- [Activity]:
Only lines with the string "dead" are wanted. Pull them out of the data.

[Records from a data collection]

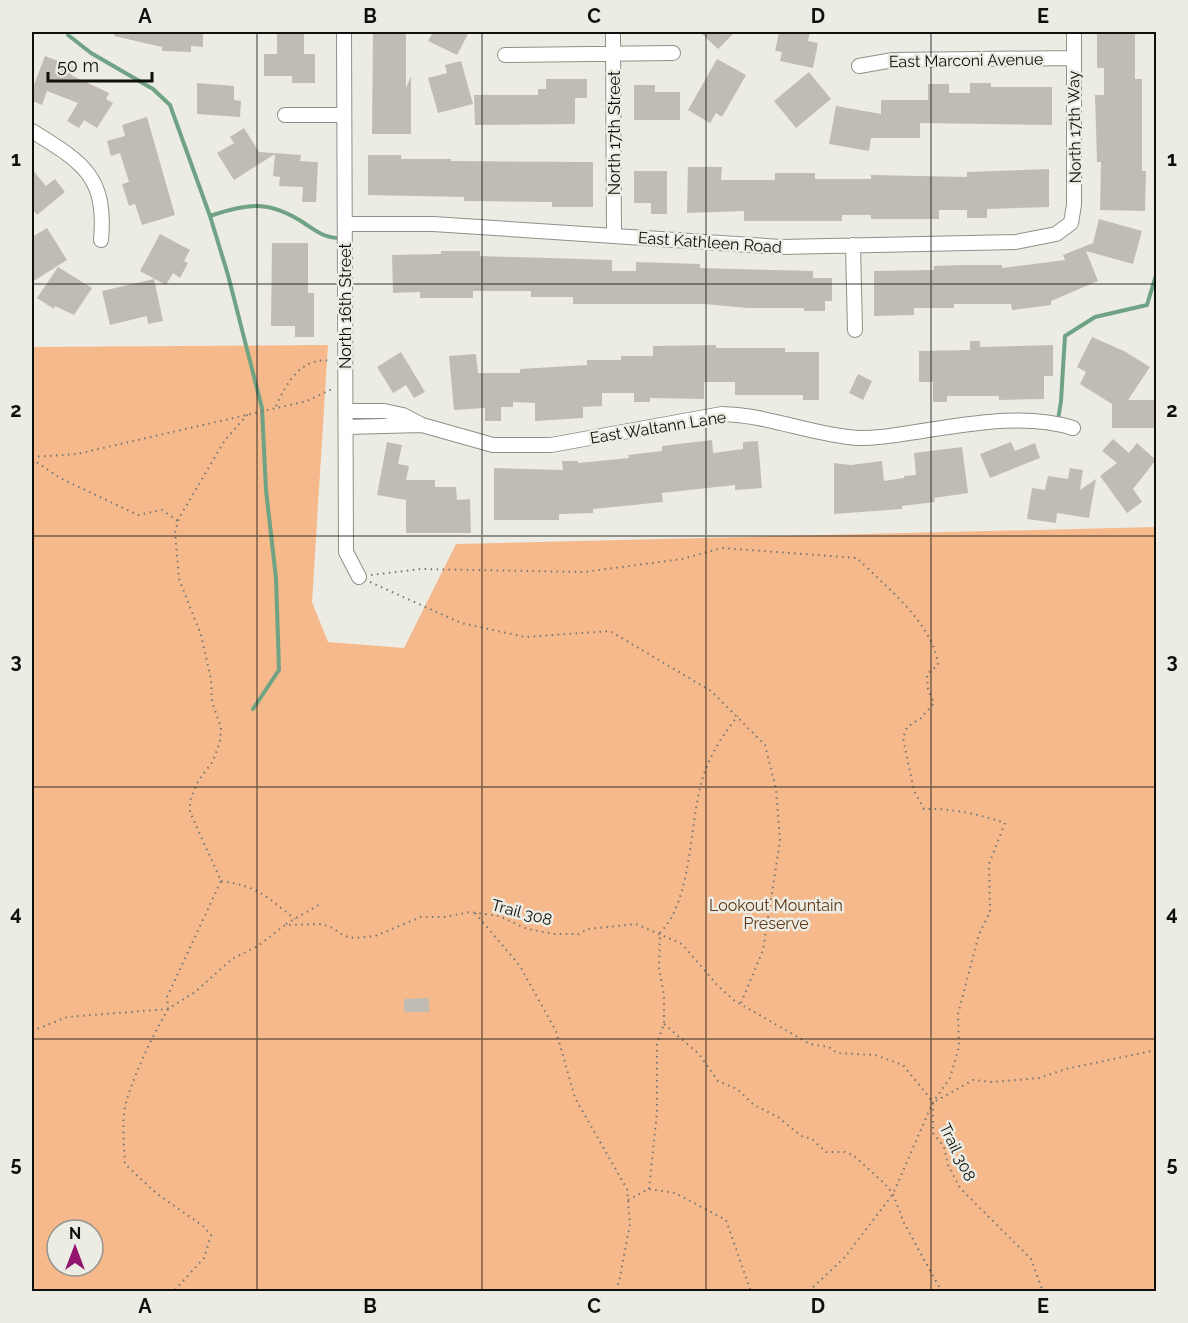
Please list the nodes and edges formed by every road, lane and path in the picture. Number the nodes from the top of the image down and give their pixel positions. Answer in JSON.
{"nodes":[{"id":1,"x":344,"y":32,"type":"edge"},
{"id":2,"x":613,"y":32,"type":"edge"},
{"id":3,"x":1074,"y":32,"type":"edge"},
{"id":4,"x":673,"y":53,"type":"dead end"},
{"id":5,"x":614,"y":54,"type":"junction"},
{"id":6,"x":505,"y":55,"type":"dead end"},
{"id":7,"x":1073,"y":58,"type":"junction"},
{"id":8,"x":859,"y":66,"type":"dead end"},
{"id":9,"x":285,"y":115,"type":"dead end"},
{"id":10,"x":344,"y":115,"type":"junction"},
{"id":11,"x":32,"y":131,"type":"edge"},
{"id":12,"x":1071,"y":223,"type":"joint"},
{"id":13,"x":345,"y":224,"type":"junction"},
{"id":14,"x":614,"y":235,"type":"junction"},
{"id":15,"x":101,"y":240,"type":"dead end"},
{"id":16,"x":853,"y":245,"type":"junction"},
{"id":17,"x":855,"y":330,"type":"dead end"},
{"id":18,"x":345,"y":363,"type":"junction"},
{"id":19,"x":346,"y":390,"type":"junction"},
{"id":20,"x":275,"y":407,"type":"junction"},
{"id":21,"x":346,"y":411,"type":"junction"},
{"id":22,"x":366,"y":411,"type":"junction"},
{"id":23,"x":248,"y":414,"type":"junction"},
{"id":24,"x":396,"y":420,"type":"junction"},
{"id":25,"x":366,"y":426,"type":"junction"},
{"id":26,"x":346,"y":427,"type":"junction"},
{"id":27,"x":1072,"y":428,"type":"dead end"},
{"id":28,"x":32,"y":458,"type":"edge"},
{"id":29,"x":178,"y":521,"type":"junction"},
{"id":30,"x":359,"y":577,"type":"junction"},
{"id":31,"x":738,"y":716,"type":"junction"},
{"id":32,"x":221,"y":881,"type":"junction"},
{"id":33,"x":322,"y":903,"type":"dead end"},
{"id":34,"x":475,"y":913,"type":"junction"},
{"id":35,"x":295,"y":919,"type":"junction"},
{"id":36,"x":285,"y":925,"type":"junction"},
{"id":37,"x":660,"y":933,"type":"junction"},
{"id":38,"x":741,"y":1003,"type":"junction"},
{"id":39,"x":168,"y":1009,"type":"junction"},
{"id":40,"x":664,"y":1024,"type":"junction"},
{"id":41,"x":32,"y":1031,"type":"edge"},
{"id":42,"x":1156,"y":1050,"type":"edge"},
{"id":43,"x":933,"y":1102,"type":"junction"},
{"id":44,"x":649,"y":1189,"type":"junction"},
{"id":45,"x":893,"y":1194,"type":"junction"},
{"id":46,"x":628,"y":1200,"type":"junction"},
{"id":47,"x":173,"y":1292,"type":"edge"},
{"id":48,"x":615,"y":1292,"type":"edge"},
{"id":49,"x":751,"y":1292,"type":"edge"},
{"id":50,"x":808,"y":1292,"type":"edge"},
{"id":51,"x":942,"y":1292,"type":"edge"},
{"id":52,"x":1043,"y":1292,"type":"edge"}],
"edges":[{"from":1,"to":10,"type":"street","name":"North 16th Street"},
{"from":2,"to":5,"type":"street","name":"North 17th Street"},
{"from":3,"to":7,"type":"street","name":"North 17th Way"},
{"from":4,"to":5,"type":"street"},
{"from":5,"to":6,"type":"street"},
{"from":5,"to":14,"type":"street","name":"North 17th Street"},
{"from":7,"to":8,"type":"street","name":"East Marconi Avenue"},
{"from":7,"to":12,"type":"street","name":"North 17th Way"},
{"from":9,"to":10,"type":"street"},
{"from":10,"to":13,"type":"street","name":"North 16th Street"},
{"from":11,"to":15,"type":"street"},
{"from":12,"to":16,"type":"street","name":"East Kathleen Road"},
{"from":13,"to":14,"type":"street","name":"East Kathleen Road"},
{"from":13,"to":18,"type":"street","name":"North 16th Street"},
{"from":14,"to":16,"type":"street","name":"East Kathleen Road"},
{"from":16,"to":17,"type":"street"},
{"from":18,"to":19,"type":"street","name":"North 16th Street"},
{"from":18,"to":20,"type":"path"},
{"from":19,"to":20,"type":"path"},
{"from":19,"to":21,"type":"street","name":"North 16th Street"},
{"from":20,"to":23,"type":"path"},
{"from":21,"to":22,"type":"street","name":"East Waltann Lane"},
{"from":21,"to":26,"type":"street","name":"North 16th Street"},
{"from":22,"to":24,"type":"street","name":"East Waltann Lane"},
{"from":22,"to":25,"type":"street"},
{"from":23,"to":28,"type":"path"},
{"from":23,"to":29,"type":"path"},
{"from":24,"to":25,"type":"street","name":"East Waltann Lane"},
{"from":24,"to":27,"type":"street","name":"East Waltann Lane"},
{"from":25,"to":26,"type":"street","name":"East Waltann Lane"},
{"from":26,"to":30,"type":"street","name":"North 16th Street"},
{"from":28,"to":29,"type":"path"},
{"from":29,"to":32,"type":"path"},
{"from":30,"to":31,"type":"path"},
{"from":30,"to":43,"type":"path"},
{"from":31,"to":37,"type":"path"},
{"from":31,"to":38,"type":"path"},
{"from":32,"to":35,"type":"path"},
{"from":32,"to":39,"type":"path"},
{"from":33,"to":35,"type":"path"},
{"from":34,"to":36,"type":"path","name":"Trail 308"},
{"from":34,"to":37,"type":"path","name":"Trail 308"},
{"from":34,"to":46,"type":"path"},
{"from":35,"to":36,"type":"path"},
{"from":36,"to":39,"type":"path"},
{"from":37,"to":38,"type":"path","name":"Trail 308"},
{"from":37,"to":40,"type":"path"},
{"from":38,"to":43,"type":"path","name":"Trail 308"},
{"from":39,"to":41,"type":"path"},
{"from":39,"to":47,"type":"path"},
{"from":40,"to":44,"type":"path"},
{"from":40,"to":45,"type":"path"},
{"from":42,"to":43,"type":"path"},
{"from":43,"to":45,"type":"path"},
{"from":43,"to":52,"type":"path","name":"Trail 308"},
{"from":44,"to":46,"type":"path"},
{"from":44,"to":49,"type":"path"},
{"from":45,"to":50,"type":"path"},
{"from":45,"to":51,"type":"path"},
{"from":46,"to":48,"type":"path"}]}
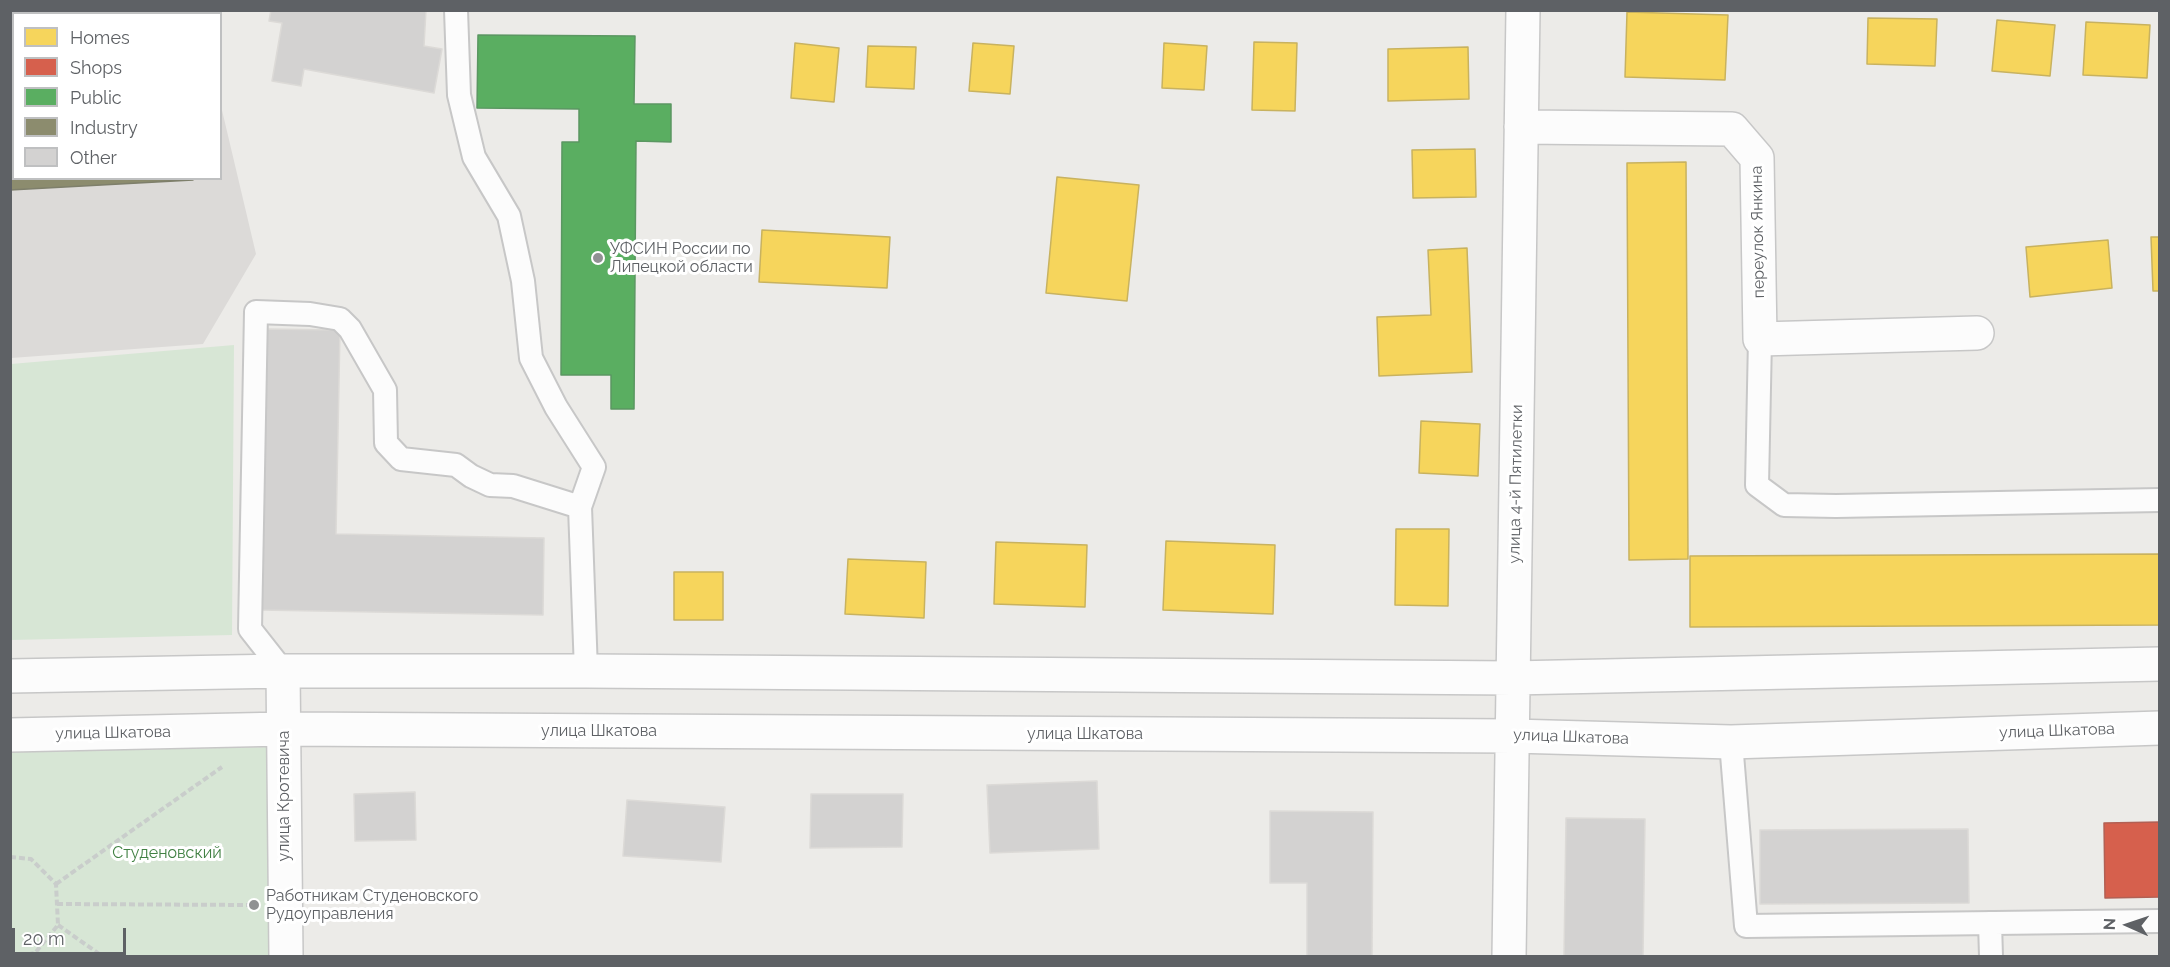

- [Answer to the exercise]:
{"id":4,"x":673,"y":53,"type":"dead end"},
{"id":6,"x":505,"y":55,"type":"dead end"},
{"id":8,"x":859,"y":66,"type":"dead end"},
{"id":9,"x":285,"y":115,"type":"dead end"},
{"id":15,"x":101,"y":240,"type":"dead end"},
{"id":17,"x":855,"y":330,"type":"dead end"},
{"id":27,"x":1072,"y":428,"type":"dead end"},
{"id":33,"x":322,"y":903,"type":"dead end"},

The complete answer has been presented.